EXERCISE OBJECTIVE:
One number is the expected answer: the count of lines in the material below containing the word "Avenida".
·····
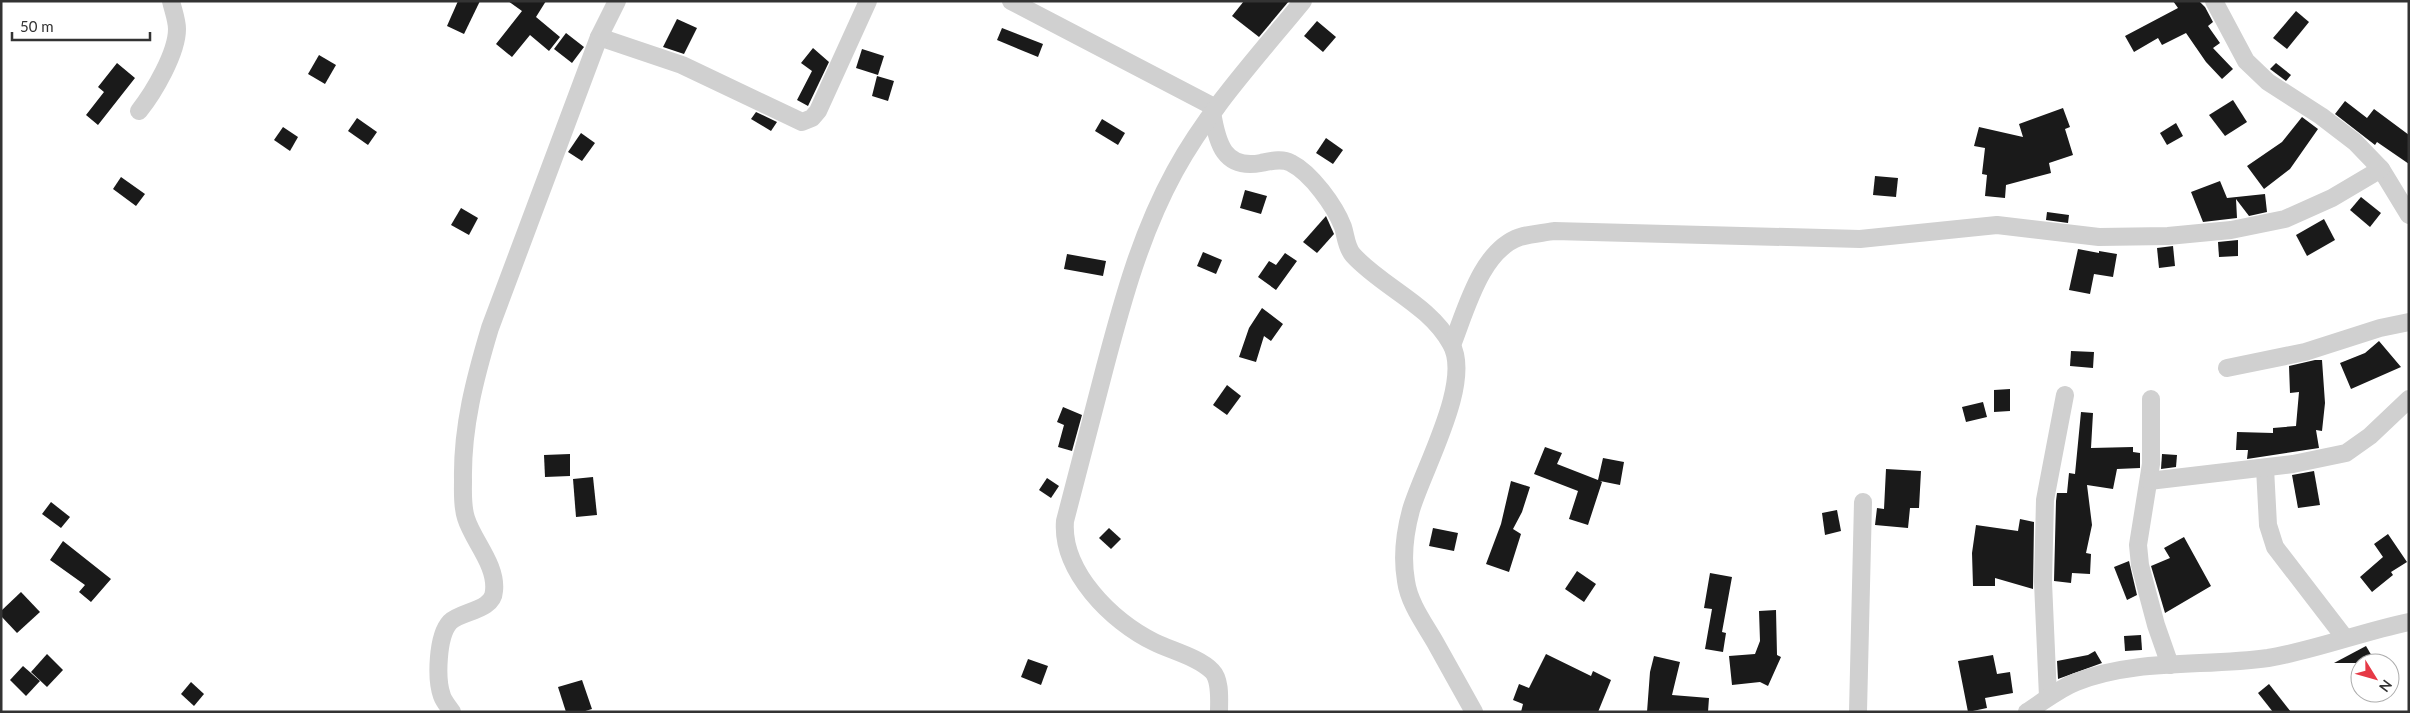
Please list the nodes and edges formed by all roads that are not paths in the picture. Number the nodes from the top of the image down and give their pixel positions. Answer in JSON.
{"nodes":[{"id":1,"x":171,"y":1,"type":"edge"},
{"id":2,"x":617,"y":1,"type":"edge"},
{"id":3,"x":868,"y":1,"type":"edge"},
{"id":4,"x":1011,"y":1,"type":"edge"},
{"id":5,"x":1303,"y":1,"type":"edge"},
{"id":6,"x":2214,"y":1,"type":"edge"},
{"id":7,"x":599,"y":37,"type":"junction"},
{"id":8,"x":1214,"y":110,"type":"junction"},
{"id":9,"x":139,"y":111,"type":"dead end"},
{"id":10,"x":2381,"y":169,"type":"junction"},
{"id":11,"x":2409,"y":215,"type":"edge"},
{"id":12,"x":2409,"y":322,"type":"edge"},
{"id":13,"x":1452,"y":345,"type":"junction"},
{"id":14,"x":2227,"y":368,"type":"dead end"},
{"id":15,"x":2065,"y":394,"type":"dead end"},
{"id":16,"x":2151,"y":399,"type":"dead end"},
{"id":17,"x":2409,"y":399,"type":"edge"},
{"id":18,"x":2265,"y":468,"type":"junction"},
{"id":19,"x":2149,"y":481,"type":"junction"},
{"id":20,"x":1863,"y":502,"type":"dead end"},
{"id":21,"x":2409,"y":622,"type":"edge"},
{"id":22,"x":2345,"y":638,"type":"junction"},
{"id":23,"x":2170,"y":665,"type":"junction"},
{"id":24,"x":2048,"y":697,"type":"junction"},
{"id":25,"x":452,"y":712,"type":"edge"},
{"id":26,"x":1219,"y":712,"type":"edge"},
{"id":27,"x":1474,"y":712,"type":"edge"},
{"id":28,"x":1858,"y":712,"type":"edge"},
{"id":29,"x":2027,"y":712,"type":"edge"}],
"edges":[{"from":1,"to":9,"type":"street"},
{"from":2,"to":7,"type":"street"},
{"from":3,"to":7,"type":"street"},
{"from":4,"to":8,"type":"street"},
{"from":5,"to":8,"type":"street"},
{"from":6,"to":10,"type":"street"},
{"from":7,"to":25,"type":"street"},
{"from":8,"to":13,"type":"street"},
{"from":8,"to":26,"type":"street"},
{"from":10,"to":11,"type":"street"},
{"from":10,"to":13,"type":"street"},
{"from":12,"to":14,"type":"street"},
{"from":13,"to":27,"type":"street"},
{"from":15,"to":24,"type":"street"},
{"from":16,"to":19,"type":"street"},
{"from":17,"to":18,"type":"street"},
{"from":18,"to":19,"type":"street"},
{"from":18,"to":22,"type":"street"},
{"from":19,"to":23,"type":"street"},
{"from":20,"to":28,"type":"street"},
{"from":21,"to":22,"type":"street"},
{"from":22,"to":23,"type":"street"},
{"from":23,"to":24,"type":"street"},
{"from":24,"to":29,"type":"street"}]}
·····
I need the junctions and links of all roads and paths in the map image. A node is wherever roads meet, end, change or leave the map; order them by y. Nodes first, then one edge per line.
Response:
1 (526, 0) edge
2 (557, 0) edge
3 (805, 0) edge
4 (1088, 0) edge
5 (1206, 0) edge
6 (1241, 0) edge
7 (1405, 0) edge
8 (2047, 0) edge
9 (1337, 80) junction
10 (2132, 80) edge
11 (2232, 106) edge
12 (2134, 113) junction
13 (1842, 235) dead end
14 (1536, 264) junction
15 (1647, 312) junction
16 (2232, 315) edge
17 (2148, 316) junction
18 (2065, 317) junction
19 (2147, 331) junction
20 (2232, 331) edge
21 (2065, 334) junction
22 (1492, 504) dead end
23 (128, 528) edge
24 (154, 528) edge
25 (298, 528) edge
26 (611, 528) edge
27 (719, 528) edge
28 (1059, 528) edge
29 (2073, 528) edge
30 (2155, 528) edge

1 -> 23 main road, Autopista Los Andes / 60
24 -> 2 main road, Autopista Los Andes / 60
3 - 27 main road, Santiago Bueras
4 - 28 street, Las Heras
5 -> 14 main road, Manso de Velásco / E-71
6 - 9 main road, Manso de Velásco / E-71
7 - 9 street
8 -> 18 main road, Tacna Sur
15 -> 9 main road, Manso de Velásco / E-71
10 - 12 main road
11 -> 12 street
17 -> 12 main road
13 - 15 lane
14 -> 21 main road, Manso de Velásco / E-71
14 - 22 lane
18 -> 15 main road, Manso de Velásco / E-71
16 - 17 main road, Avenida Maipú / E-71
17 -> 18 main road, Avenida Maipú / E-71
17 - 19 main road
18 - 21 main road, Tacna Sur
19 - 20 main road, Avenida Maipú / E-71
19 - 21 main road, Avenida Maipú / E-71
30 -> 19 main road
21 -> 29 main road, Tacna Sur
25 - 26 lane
·····
COMPLETED TASK:
4